The EUO is a tool used sparingly by insurers in the United States when a thorough claims investigation raises questions about the application of the coverage to the facts of the loss, the potentiality that a fraud is being attempted, or to assist the insured in the obligation to prove to the insurer the cause and amount of loss. Although rarely used the EUO is an important tool needed by insurers when there is a question of coverage.

The Reason for the Examination Under Oath

Courts that construe submission to an EUO as a condition precedent to recovery generally do not require the insurer to prove that it suffered actual prejudice from an insured’s unexcused refusal to submit to an examination. Lorenzo–Martinez v. Safety Ins. Co., 58 Mass. App. Ct. 359, 790 N.E.2d 692, 695–96 (2003). The EUO provides a mechanism for the insurer to corroborate the claim by obtaining information that is primarily or exclusively within the possession of the insured.

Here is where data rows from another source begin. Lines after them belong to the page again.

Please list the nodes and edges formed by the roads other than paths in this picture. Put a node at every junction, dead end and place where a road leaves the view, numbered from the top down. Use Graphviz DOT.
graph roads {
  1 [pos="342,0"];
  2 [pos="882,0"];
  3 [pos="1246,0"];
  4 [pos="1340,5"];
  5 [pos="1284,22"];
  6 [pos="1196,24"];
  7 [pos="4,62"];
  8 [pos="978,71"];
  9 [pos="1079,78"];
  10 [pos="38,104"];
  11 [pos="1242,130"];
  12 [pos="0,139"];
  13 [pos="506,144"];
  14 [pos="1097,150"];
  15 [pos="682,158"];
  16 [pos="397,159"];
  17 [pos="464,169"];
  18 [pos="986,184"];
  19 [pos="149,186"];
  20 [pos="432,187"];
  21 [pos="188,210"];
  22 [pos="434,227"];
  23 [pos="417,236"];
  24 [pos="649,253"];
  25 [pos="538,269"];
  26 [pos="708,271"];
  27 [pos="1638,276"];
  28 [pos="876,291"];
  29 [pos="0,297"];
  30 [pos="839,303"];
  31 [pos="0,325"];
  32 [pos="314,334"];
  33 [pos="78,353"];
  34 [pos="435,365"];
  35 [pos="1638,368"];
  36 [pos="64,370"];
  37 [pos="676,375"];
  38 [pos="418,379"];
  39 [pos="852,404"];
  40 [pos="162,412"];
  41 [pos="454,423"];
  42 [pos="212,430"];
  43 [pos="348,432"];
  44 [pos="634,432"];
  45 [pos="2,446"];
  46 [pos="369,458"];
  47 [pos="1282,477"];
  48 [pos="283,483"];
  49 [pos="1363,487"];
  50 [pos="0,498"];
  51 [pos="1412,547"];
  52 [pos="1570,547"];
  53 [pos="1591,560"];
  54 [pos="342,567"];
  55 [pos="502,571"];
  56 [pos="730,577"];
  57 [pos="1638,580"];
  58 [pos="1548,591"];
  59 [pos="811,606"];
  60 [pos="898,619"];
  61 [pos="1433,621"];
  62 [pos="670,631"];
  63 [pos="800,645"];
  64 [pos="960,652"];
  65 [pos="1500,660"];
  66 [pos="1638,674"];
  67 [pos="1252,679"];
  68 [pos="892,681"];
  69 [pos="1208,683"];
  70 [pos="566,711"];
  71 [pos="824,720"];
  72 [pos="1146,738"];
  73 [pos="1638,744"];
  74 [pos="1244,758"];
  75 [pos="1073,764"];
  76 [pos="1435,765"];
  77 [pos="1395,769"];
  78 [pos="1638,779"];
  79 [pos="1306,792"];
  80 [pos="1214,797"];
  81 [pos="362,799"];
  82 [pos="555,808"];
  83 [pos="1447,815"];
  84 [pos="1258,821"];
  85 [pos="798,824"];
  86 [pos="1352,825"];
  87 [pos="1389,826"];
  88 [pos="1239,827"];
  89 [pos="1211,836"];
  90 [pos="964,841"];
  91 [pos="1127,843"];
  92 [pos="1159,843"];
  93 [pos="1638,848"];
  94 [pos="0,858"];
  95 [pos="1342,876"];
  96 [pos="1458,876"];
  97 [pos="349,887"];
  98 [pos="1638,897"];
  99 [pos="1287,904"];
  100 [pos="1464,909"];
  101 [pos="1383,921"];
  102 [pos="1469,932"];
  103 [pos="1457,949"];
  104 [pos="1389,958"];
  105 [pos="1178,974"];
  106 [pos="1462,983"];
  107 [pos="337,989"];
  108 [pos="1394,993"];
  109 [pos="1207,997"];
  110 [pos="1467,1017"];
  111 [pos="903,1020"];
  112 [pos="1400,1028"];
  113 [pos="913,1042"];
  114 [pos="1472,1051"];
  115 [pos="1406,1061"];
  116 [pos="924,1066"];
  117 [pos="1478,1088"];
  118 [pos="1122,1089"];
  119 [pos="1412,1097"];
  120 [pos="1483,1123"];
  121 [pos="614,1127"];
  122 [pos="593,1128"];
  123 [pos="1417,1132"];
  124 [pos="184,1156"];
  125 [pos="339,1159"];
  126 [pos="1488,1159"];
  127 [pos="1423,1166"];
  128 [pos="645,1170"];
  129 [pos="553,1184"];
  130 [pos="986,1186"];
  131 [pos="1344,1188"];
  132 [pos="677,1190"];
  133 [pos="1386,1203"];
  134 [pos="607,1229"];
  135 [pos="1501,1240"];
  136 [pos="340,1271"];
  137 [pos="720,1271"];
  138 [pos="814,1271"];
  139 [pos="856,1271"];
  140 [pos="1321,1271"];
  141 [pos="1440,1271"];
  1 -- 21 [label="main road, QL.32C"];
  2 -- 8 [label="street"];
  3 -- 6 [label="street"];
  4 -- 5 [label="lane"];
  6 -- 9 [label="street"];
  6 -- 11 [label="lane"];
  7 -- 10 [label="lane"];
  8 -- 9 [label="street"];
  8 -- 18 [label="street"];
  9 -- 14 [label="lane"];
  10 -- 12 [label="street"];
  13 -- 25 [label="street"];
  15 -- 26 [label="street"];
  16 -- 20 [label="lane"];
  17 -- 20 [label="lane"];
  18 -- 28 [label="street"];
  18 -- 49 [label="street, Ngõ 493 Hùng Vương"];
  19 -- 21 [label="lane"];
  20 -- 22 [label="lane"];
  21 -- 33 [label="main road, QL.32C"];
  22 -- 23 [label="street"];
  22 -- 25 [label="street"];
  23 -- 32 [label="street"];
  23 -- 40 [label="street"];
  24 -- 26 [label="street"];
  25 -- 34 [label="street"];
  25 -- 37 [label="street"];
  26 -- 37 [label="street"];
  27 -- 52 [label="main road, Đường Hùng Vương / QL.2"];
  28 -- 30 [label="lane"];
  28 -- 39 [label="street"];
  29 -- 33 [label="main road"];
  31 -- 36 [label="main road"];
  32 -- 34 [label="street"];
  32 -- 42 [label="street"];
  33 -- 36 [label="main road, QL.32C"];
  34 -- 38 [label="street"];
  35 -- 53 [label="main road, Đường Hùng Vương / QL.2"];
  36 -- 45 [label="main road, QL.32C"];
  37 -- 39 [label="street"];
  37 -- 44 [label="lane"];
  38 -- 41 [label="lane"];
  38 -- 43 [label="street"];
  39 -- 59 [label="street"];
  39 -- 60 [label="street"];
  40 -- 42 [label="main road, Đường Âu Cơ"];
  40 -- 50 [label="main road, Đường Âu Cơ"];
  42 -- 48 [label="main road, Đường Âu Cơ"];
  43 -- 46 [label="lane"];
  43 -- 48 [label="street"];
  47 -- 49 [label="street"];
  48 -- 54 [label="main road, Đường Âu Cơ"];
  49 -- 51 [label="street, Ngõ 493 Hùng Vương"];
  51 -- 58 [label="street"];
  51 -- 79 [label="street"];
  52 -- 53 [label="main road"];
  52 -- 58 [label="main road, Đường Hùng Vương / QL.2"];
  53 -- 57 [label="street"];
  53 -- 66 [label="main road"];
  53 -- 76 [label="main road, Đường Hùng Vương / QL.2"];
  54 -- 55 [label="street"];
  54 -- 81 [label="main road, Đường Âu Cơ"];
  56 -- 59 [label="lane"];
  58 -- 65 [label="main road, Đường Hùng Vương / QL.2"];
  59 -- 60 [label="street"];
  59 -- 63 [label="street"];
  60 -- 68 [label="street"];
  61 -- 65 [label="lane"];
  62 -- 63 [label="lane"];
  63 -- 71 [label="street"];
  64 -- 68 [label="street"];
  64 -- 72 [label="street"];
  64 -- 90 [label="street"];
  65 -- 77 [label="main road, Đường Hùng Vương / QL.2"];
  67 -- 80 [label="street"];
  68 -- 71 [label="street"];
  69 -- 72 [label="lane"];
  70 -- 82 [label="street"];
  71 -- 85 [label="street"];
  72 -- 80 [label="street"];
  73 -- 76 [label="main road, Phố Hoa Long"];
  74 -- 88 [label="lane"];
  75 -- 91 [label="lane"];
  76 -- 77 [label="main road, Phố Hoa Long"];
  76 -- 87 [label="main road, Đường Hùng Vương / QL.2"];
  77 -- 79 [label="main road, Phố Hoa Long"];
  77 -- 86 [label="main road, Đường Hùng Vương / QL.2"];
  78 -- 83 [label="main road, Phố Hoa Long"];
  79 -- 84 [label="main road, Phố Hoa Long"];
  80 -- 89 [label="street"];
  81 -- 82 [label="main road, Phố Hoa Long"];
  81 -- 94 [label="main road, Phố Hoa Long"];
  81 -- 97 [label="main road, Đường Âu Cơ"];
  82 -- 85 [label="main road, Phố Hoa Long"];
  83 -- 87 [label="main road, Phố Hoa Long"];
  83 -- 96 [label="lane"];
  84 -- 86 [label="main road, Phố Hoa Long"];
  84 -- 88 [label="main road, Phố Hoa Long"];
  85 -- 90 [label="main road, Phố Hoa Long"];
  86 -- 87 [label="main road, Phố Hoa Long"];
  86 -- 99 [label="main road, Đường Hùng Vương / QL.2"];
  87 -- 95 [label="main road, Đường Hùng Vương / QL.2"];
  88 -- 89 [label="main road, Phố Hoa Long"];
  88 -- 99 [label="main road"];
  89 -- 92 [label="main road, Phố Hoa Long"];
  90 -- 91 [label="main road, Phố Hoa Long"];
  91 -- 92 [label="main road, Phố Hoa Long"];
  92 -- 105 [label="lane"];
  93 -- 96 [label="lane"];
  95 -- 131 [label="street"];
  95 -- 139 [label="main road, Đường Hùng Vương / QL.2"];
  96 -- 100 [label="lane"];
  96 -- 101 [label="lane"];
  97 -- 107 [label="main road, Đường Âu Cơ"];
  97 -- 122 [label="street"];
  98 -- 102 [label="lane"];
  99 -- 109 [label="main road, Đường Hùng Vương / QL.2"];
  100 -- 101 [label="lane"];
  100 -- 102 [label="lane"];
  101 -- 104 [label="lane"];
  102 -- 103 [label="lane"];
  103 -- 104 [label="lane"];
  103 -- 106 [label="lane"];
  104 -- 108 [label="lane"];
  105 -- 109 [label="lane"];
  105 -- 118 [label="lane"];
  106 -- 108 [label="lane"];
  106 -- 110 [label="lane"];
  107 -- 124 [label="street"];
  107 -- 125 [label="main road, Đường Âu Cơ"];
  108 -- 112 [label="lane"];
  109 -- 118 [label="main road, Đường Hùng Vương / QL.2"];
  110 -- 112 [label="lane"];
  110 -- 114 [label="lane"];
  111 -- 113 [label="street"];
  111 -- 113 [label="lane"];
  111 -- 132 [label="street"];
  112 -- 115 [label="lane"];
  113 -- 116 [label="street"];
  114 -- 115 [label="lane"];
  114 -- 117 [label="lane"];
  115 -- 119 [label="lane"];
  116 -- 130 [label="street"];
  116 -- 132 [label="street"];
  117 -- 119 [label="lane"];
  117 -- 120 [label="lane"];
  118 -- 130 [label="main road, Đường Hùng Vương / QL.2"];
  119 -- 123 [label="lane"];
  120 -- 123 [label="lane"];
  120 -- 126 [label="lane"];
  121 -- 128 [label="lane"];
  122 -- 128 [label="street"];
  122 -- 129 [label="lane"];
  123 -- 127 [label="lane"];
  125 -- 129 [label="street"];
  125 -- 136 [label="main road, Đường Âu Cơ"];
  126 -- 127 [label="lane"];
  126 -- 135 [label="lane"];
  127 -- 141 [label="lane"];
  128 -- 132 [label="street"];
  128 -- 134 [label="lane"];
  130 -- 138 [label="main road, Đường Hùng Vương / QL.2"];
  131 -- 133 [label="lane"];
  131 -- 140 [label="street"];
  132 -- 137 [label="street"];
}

The adjuster, the independent adjuster, the Special Investigation Unit (“SIU”) investigator, the independent insurance adjuster and, in complex cases, the attorney retained to represent the insurer questions the person interviewed in a manner similar to a deposition in a legal proceeding. Because of the formality of the proceeding — it includes an oath, and the presence of a certified shorthand reporter — the task of establishing rapport with the person interviewed so that relevant information may be obtained from the insured is more difficult than in an informal interview. Unlike legal proceedings where questions are limited to those seeking a “yes” or “no” or brief answer the EUO seeks narrative responses from the person questioned.

The person taking the EUO, therefore, must be capable of transitioning from lawyer like questions in litigation to the broad, inquisitive, narrative seeking questioning. An EUO should never be conducted as if it is an adversarial activity but merely a fact seeking activity that is directed to the needs of an insurance policy and the need to prove a loss is either compensable or not.

Because the EUO is a tool for gleaning the maximum amount of information the EUO is an effective weapon against insurance fraud. This is because the person taking the EUO is knowledgeable about insurance and insurance law while the person being questioned is only aware of the claim presented and the fraud he or she may be attempting.

Often, however, the purpose of the EUO is not to stop fraud but to allow an insured the opportunity to prove his or her claim of loss in cases where evidence has been destroyed by a casualty or is otherwise unavailable.

The authority to take an EUO is provided by the insurance contract and exists, as a result of statutes, establishing a state mandated fire insurance policy that must be incorporated in every policy in the state that insures against the peril of fire.

Although the EUO is a formal proceeding it is not part of a judicial process. The EUO is not controlled by the rules of civil procedure. In most states it is considered a condition precedent to recovery under a policy of insurance. The EUO is not limited by any statute relating to civil discovery. Some states have enacted regulations that try to limit insurers taking of the EUO and place certain requirements upon the insurer to chill the desire to take an EUO.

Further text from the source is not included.